EXERCISE DETAILS
Transcribe the records below. Leave every word as it is.

DATASET RECORDS: Begin

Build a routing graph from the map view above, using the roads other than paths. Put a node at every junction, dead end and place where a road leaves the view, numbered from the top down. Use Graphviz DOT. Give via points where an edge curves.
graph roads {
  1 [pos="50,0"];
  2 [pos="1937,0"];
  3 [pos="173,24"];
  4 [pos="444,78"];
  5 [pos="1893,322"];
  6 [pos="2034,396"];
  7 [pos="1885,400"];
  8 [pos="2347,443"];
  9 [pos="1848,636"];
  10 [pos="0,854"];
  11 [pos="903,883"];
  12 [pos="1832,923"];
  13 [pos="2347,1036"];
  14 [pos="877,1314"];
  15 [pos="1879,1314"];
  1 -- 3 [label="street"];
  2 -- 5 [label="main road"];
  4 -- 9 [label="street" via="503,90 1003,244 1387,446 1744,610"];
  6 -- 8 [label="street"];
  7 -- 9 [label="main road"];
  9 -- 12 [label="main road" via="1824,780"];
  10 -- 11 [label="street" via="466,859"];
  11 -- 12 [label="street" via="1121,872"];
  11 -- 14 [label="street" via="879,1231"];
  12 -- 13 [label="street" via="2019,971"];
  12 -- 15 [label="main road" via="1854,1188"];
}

DATASET RECORDS: End

RESPONSE TO THIS EXERCISE
Build a routing graph from the map view above, using the roads other than paths. Put a node at every junction, dead end and place where a road leaves the view, numbered from the top down. Use Graphviz DOT. Give via points where an edge curves.
graph roads {
  1 [pos="50,0"];
  2 [pos="1937,0"];
  3 [pos="173,24"];
  4 [pos="444,78"];
  5 [pos="1893,322"];
  6 [pos="2034,396"];
  7 [pos="1885,400"];
  8 [pos="2347,443"];
  9 [pos="1848,636"];
  10 [pos="0,854"];
  11 [pos="903,883"];
  12 [pos="1832,923"];
  13 [pos="2347,1036"];
  14 [pos="877,1314"];
  15 [pos="1879,1314"];
  1 -- 3 [label="street"];
  2 -- 5 [label="main road"];
  4 -- 9 [label="street" via="503,90 1003,244 1387,446 1744,610"];
  6 -- 8 [label="street"];
  7 -- 9 [label="main road"];
  9 -- 12 [label="main road" via="1824,780"];
  10 -- 11 [label="street" via="466,859"];
  11 -- 12 [label="street" via="1121,872"];
  11 -- 14 [label="street" via="879,1231"];
  12 -- 13 [label="street" via="2019,971"];
  12 -- 15 [label="main road" via="1854,1188"];
}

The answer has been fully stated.